> **Work required**
Each record that follows must be reproduced exactly.

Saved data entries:
___

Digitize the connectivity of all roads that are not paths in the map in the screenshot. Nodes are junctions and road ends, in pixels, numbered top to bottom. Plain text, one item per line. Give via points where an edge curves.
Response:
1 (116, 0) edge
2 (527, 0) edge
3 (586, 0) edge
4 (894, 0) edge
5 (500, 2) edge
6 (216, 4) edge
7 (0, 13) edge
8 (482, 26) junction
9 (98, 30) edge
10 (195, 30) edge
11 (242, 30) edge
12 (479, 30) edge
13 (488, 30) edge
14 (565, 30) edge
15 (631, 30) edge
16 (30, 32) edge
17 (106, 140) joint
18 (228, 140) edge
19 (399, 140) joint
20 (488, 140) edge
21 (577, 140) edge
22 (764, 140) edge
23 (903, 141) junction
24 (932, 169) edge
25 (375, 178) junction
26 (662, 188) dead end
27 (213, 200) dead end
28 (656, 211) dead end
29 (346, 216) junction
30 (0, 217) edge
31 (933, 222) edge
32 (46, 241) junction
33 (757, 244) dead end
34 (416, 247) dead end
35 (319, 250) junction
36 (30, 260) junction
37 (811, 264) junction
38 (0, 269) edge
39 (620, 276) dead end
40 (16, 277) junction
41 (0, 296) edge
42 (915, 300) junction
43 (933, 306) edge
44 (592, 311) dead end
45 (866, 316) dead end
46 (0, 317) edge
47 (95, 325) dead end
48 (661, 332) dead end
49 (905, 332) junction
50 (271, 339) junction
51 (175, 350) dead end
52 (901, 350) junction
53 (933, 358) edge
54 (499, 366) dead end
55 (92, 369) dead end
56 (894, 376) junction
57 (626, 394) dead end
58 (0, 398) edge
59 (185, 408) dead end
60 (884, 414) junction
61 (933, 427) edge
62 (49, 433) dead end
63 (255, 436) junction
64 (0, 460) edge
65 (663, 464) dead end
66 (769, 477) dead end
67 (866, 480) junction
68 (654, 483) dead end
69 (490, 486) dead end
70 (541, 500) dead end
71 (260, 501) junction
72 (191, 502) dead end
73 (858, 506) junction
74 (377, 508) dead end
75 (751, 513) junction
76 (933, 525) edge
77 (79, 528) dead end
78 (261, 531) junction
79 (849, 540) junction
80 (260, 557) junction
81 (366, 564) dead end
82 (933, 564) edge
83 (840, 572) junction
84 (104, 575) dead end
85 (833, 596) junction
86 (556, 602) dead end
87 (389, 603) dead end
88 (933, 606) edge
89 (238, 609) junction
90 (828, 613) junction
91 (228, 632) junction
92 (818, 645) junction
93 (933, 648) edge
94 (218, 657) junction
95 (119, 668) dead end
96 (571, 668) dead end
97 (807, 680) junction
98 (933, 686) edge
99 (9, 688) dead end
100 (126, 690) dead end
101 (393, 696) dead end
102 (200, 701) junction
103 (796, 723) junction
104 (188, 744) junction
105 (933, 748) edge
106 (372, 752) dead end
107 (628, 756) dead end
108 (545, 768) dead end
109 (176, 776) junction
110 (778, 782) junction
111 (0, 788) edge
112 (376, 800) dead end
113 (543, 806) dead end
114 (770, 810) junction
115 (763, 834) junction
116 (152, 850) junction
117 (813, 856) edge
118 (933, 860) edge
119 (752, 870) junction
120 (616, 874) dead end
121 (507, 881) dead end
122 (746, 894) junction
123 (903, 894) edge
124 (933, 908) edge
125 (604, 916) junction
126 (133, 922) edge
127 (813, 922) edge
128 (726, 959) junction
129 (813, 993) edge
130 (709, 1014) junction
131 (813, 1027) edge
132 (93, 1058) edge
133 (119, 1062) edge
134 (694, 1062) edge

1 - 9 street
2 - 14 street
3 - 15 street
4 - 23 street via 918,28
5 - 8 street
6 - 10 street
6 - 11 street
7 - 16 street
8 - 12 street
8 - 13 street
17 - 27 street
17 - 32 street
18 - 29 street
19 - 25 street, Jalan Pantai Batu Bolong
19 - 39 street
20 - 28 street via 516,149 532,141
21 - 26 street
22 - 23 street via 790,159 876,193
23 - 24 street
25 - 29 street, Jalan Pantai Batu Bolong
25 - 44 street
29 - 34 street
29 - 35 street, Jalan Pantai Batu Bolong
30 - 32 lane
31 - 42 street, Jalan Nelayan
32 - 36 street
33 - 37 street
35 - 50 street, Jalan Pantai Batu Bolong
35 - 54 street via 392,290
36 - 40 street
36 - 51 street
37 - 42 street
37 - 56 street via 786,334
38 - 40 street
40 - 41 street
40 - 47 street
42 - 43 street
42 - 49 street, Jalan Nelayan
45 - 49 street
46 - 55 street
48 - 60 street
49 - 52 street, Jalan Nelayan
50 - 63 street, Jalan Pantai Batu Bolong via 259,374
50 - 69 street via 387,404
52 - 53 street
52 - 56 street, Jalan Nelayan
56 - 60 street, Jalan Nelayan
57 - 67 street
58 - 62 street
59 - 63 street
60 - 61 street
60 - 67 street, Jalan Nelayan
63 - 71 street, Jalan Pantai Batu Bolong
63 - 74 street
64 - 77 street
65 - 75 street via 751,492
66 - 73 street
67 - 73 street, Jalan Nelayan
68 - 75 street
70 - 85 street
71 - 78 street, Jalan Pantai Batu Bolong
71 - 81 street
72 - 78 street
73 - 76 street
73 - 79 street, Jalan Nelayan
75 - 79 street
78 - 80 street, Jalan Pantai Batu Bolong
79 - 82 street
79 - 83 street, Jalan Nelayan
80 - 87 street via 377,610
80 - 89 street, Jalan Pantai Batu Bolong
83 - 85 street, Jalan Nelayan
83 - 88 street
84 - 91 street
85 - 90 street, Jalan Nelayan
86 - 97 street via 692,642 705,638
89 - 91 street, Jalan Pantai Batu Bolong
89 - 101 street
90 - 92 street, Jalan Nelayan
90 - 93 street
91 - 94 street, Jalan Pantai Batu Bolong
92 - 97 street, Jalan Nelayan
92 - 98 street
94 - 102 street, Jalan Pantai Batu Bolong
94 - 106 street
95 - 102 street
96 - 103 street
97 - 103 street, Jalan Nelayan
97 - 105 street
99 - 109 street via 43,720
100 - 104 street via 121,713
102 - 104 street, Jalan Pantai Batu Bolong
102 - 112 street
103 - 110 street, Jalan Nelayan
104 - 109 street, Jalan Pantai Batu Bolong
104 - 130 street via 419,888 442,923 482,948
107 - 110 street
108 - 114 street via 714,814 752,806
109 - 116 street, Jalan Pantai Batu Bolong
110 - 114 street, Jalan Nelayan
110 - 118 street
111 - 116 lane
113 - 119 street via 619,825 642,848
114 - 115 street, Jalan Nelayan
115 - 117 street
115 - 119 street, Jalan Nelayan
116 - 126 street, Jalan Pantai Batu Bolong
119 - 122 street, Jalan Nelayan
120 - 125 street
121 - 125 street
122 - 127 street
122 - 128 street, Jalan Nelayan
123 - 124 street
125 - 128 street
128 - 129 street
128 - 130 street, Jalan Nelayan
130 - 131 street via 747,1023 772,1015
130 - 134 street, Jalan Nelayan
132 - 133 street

___

> **Finished exercise**
Digitize the connectivity of all roads that are not paths in the map in the screenshot. Nodes are junctions and road ends, in pixels, numbered top to bottom. Plain text, one item per line. Give via points where an edge curves.
Response:
1 (116, 0) edge
2 (527, 0) edge
3 (586, 0) edge
4 (894, 0) edge
5 (500, 2) edge
6 (216, 4) edge
7 (0, 13) edge
8 (482, 26) junction
9 (98, 30) edge
10 (195, 30) edge
11 (242, 30) edge
12 (479, 30) edge
13 (488, 30) edge
14 (565, 30) edge
15 (631, 30) edge
16 (30, 32) edge
17 (106, 140) joint
18 (228, 140) edge
19 (399, 140) joint
20 (488, 140) edge
21 (577, 140) edge
22 (764, 140) edge
23 (903, 141) junction
24 (932, 169) edge
25 (375, 178) junction
26 (662, 188) dead end
27 (213, 200) dead end
28 (656, 211) dead end
29 (346, 216) junction
30 (0, 217) edge
31 (933, 222) edge
32 (46, 241) junction
33 (757, 244) dead end
34 (416, 247) dead end
35 (319, 250) junction
36 (30, 260) junction
37 (811, 264) junction
38 (0, 269) edge
39 (620, 276) dead end
40 (16, 277) junction
41 (0, 296) edge
42 (915, 300) junction
43 (933, 306) edge
44 (592, 311) dead end
45 (866, 316) dead end
46 (0, 317) edge
47 (95, 325) dead end
48 (661, 332) dead end
49 (905, 332) junction
50 (271, 339) junction
51 (175, 350) dead end
52 (901, 350) junction
53 (933, 358) edge
54 (499, 366) dead end
55 (92, 369) dead end
56 (894, 376) junction
57 (626, 394) dead end
58 (0, 398) edge
59 (185, 408) dead end
60 (884, 414) junction
61 (933, 427) edge
62 (49, 433) dead end
63 (255, 436) junction
64 (0, 460) edge
65 (663, 464) dead end
66 (769, 477) dead end
67 (866, 480) junction
68 (654, 483) dead end
69 (490, 486) dead end
70 (541, 500) dead end
71 (260, 501) junction
72 (191, 502) dead end
73 (858, 506) junction
74 (377, 508) dead end
75 (751, 513) junction
76 (933, 525) edge
77 (79, 528) dead end
78 (261, 531) junction
79 (849, 540) junction
80 (260, 557) junction
81 (366, 564) dead end
82 (933, 564) edge
83 (840, 572) junction
84 (104, 575) dead end
85 (833, 596) junction
86 (556, 602) dead end
87 (389, 603) dead end
88 (933, 606) edge
89 (238, 609) junction
90 (828, 613) junction
91 (228, 632) junction
92 (818, 645) junction
93 (933, 648) edge
94 (218, 657) junction
95 (119, 668) dead end
96 (571, 668) dead end
97 (807, 680) junction
98 (933, 686) edge
99 (9, 688) dead end
100 (126, 690) dead end
101 (393, 696) dead end
102 (200, 701) junction
103 (796, 723) junction
104 (188, 744) junction
105 (933, 748) edge
106 (372, 752) dead end
107 (628, 756) dead end
108 (545, 768) dead end
109 (176, 776) junction
110 (778, 782) junction
111 (0, 788) edge
112 (376, 800) dead end
113 (543, 806) dead end
114 (770, 810) junction
115 (763, 834) junction
116 (152, 850) junction
117 (813, 856) edge
118 (933, 860) edge
119 (752, 870) junction
120 (616, 874) dead end
121 (507, 881) dead end
122 (746, 894) junction
123 (903, 894) edge
124 (933, 908) edge
125 (604, 916) junction
126 (133, 922) edge
127 (813, 922) edge
128 (726, 959) junction
129 (813, 993) edge
130 (709, 1014) junction
131 (813, 1027) edge
132 (93, 1058) edge
133 (119, 1062) edge
134 (694, 1062) edge

1 - 9 street
2 - 14 street
3 - 15 street
4 - 23 street via 918,28
5 - 8 street
6 - 10 street
6 - 11 street
7 - 16 street
8 - 12 street
8 - 13 street
17 - 27 street
17 - 32 street
18 - 29 street
19 - 25 street, Jalan Pantai Batu Bolong
19 - 39 street
20 - 28 street via 516,149 532,141
21 - 26 street
22 - 23 street via 790,159 876,193
23 - 24 street
25 - 29 street, Jalan Pantai Batu Bolong
25 - 44 street
29 - 34 street
29 - 35 street, Jalan Pantai Batu Bolong
30 - 32 lane
31 - 42 street, Jalan Nelayan
32 - 36 street
33 - 37 street
35 - 50 street, Jalan Pantai Batu Bolong
35 - 54 street via 392,290
36 - 40 street
36 - 51 street
37 - 42 street
37 - 56 street via 786,334
38 - 40 street
40 - 41 street
40 - 47 street
42 - 43 street
42 - 49 street, Jalan Nelayan
45 - 49 street
46 - 55 street
48 - 60 street
49 - 52 street, Jalan Nelayan
50 - 63 street, Jalan Pantai Batu Bolong via 259,374
50 - 69 street via 387,404
52 - 53 street
52 - 56 street, Jalan Nelayan
56 - 60 street, Jalan Nelayan
57 - 67 street
58 - 62 street
59 - 63 street
60 - 61 street
60 - 67 street, Jalan Nelayan
63 - 71 street, Jalan Pantai Batu Bolong
63 - 74 street
64 - 77 street
65 - 75 street via 751,492
66 - 73 street
67 - 73 street, Jalan Nelayan
68 - 75 street
70 - 85 street
71 - 78 street, Jalan Pantai Batu Bolong
71 - 81 street
72 - 78 street
73 - 76 street
73 - 79 street, Jalan Nelayan
75 - 79 street
78 - 80 street, Jalan Pantai Batu Bolong
79 - 82 street
79 - 83 street, Jalan Nelayan
80 - 87 street via 377,610
80 - 89 street, Jalan Pantai Batu Bolong
83 - 85 street, Jalan Nelayan
83 - 88 street
84 - 91 street
85 - 90 street, Jalan Nelayan
86 - 97 street via 692,642 705,638
89 - 91 street, Jalan Pantai Batu Bolong
89 - 101 street
90 - 92 street, Jalan Nelayan
90 - 93 street
91 - 94 street, Jalan Pantai Batu Bolong
92 - 97 street, Jalan Nelayan
92 - 98 street
94 - 102 street, Jalan Pantai Batu Bolong
94 - 106 street
95 - 102 street
96 - 103 street
97 - 103 street, Jalan Nelayan
97 - 105 street
99 - 109 street via 43,720
100 - 104 street via 121,713
102 - 104 street, Jalan Pantai Batu Bolong
102 - 112 street
103 - 110 street, Jalan Nelayan
104 - 109 street, Jalan Pantai Batu Bolong
104 - 130 street via 419,888 442,923 482,948
107 - 110 street
108 - 114 street via 714,814 752,806
109 - 116 street, Jalan Pantai Batu Bolong
110 - 114 street, Jalan Nelayan
110 - 118 street
111 - 116 lane
113 - 119 street via 619,825 642,848
114 - 115 street, Jalan Nelayan
115 - 117 street
115 - 119 street, Jalan Nelayan
116 - 126 street, Jalan Pantai Batu Bolong
119 - 122 street, Jalan Nelayan
120 - 125 street
121 - 125 street
122 - 127 street
122 - 128 street, Jalan Nelayan
123 - 124 street
125 - 128 street
128 - 129 street
128 - 130 street, Jalan Nelayan
130 - 131 street via 747,1023 772,1015
130 - 134 street, Jalan Nelayan
132 - 133 street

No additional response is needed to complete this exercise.